GOAL OF THE EXERCISE :: The output should be every line below that includes the word "main".
DATA PROVIDED Block Start
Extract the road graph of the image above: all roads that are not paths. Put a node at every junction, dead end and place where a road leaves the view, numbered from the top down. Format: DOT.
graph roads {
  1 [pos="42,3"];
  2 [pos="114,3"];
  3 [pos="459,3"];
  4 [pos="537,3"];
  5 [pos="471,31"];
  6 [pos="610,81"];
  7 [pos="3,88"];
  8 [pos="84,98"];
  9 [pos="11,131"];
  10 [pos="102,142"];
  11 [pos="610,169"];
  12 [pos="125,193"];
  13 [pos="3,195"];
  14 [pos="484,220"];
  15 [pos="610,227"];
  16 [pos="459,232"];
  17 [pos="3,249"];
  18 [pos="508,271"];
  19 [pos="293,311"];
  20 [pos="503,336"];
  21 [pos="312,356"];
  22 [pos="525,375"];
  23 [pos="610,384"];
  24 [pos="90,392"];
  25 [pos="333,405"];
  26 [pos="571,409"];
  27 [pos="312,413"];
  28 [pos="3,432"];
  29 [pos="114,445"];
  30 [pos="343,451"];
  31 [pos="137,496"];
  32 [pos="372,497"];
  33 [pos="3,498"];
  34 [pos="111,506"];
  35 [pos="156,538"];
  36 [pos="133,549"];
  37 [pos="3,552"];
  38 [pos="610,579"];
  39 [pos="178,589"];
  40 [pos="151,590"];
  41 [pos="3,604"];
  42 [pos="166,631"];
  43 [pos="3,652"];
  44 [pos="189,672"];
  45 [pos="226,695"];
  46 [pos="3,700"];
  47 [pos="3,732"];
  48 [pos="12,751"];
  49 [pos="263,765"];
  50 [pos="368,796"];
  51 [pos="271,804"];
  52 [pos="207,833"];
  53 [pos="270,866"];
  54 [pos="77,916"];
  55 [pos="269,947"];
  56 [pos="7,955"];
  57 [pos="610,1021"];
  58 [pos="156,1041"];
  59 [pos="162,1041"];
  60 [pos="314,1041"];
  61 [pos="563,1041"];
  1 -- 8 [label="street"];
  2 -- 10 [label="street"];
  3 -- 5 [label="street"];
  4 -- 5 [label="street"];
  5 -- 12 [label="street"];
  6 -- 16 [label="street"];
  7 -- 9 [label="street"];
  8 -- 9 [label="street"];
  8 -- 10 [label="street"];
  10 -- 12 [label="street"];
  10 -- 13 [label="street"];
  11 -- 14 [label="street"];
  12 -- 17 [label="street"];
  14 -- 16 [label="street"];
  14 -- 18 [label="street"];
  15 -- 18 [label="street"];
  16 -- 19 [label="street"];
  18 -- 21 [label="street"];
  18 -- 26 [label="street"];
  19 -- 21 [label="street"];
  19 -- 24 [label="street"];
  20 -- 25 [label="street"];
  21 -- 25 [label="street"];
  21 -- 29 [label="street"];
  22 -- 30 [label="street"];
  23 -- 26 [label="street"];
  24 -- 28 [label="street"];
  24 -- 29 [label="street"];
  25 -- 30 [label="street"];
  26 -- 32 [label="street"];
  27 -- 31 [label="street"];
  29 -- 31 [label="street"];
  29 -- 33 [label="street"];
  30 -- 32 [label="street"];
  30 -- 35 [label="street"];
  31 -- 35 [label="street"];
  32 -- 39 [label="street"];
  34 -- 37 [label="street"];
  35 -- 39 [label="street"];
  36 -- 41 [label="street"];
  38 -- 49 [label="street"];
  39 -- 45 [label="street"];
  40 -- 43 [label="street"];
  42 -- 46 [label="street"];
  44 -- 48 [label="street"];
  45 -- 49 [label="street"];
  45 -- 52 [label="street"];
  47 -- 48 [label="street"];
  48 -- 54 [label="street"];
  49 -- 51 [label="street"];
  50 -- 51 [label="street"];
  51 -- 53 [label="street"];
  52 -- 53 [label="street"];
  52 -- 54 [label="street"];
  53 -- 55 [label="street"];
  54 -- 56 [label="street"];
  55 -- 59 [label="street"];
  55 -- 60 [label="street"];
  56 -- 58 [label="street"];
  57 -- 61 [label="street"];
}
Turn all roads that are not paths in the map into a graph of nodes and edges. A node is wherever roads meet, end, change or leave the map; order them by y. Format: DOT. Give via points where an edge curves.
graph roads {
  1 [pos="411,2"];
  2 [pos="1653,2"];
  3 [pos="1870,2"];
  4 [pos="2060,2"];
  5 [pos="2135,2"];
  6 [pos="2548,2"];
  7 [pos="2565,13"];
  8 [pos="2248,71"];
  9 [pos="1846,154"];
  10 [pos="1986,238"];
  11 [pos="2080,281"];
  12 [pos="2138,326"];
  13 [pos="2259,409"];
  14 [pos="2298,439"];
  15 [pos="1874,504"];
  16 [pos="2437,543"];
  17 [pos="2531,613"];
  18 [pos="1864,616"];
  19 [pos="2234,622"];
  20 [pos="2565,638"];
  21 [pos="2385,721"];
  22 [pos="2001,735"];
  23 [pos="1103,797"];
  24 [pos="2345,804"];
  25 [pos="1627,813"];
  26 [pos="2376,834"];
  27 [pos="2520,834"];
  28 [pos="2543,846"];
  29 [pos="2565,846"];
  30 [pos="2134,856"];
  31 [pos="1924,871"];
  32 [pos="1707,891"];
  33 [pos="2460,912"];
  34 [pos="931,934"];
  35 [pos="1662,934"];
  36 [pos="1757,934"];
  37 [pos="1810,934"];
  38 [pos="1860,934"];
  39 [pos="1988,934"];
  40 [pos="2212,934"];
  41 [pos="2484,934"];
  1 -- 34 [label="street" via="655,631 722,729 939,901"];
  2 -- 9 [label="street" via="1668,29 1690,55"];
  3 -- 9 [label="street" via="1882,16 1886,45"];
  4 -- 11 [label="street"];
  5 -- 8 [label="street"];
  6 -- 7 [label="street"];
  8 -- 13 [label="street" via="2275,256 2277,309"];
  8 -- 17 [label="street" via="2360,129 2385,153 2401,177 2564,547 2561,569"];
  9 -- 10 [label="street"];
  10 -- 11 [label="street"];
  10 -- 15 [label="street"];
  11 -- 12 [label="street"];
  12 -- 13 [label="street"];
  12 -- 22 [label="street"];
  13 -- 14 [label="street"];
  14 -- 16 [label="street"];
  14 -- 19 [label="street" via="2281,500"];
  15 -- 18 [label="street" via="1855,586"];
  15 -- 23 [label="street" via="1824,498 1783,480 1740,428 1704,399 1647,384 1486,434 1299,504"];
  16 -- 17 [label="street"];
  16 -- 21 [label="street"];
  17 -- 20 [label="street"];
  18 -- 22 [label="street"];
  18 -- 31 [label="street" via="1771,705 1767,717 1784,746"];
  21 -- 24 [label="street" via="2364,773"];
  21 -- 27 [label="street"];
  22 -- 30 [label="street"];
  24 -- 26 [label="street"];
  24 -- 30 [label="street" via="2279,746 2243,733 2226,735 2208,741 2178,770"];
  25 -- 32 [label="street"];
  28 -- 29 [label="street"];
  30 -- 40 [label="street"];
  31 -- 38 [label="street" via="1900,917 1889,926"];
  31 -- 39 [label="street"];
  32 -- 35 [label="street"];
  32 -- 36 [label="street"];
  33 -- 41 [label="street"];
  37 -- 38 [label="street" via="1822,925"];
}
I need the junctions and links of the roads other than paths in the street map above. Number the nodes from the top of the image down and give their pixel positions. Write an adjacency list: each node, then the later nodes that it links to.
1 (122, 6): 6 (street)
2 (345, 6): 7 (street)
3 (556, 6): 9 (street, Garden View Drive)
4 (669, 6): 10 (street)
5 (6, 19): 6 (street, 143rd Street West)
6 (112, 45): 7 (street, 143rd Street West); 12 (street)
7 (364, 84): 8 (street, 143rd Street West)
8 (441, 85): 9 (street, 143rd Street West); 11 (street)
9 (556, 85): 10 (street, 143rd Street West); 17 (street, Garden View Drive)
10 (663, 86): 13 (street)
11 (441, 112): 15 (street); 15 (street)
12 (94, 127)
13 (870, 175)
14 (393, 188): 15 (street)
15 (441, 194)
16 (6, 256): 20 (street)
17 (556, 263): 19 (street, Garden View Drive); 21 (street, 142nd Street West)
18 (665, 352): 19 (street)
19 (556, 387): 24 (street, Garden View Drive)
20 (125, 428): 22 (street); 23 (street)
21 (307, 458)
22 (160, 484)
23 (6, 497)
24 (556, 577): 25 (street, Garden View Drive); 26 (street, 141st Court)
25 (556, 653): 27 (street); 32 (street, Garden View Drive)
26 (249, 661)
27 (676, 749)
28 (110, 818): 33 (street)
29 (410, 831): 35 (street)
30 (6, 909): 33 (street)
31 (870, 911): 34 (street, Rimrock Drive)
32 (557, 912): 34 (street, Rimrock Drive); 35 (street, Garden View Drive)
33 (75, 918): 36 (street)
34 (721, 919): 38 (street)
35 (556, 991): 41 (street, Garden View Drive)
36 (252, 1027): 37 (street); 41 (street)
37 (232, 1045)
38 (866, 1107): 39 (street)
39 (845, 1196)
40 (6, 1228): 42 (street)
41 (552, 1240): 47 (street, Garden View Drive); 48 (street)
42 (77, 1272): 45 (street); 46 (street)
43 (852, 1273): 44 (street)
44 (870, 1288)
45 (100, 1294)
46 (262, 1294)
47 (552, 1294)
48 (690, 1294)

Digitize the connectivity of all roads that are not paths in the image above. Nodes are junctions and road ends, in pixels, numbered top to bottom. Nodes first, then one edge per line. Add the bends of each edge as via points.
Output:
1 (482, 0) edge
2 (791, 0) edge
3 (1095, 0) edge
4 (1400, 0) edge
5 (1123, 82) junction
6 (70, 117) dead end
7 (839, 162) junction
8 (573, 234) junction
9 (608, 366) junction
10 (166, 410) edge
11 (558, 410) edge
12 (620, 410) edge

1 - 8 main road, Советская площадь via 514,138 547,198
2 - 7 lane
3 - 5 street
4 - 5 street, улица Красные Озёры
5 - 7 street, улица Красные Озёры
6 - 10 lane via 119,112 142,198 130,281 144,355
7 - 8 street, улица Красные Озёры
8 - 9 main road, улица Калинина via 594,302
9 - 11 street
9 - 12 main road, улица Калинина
DATA PROVIDED Block End
TASK RESPONSE ::
1 - 8 main road, Советская площадь via 514,138 547,198
8 - 9 main road, улица Калинина via 594,302
9 - 12 main road, улица Калинина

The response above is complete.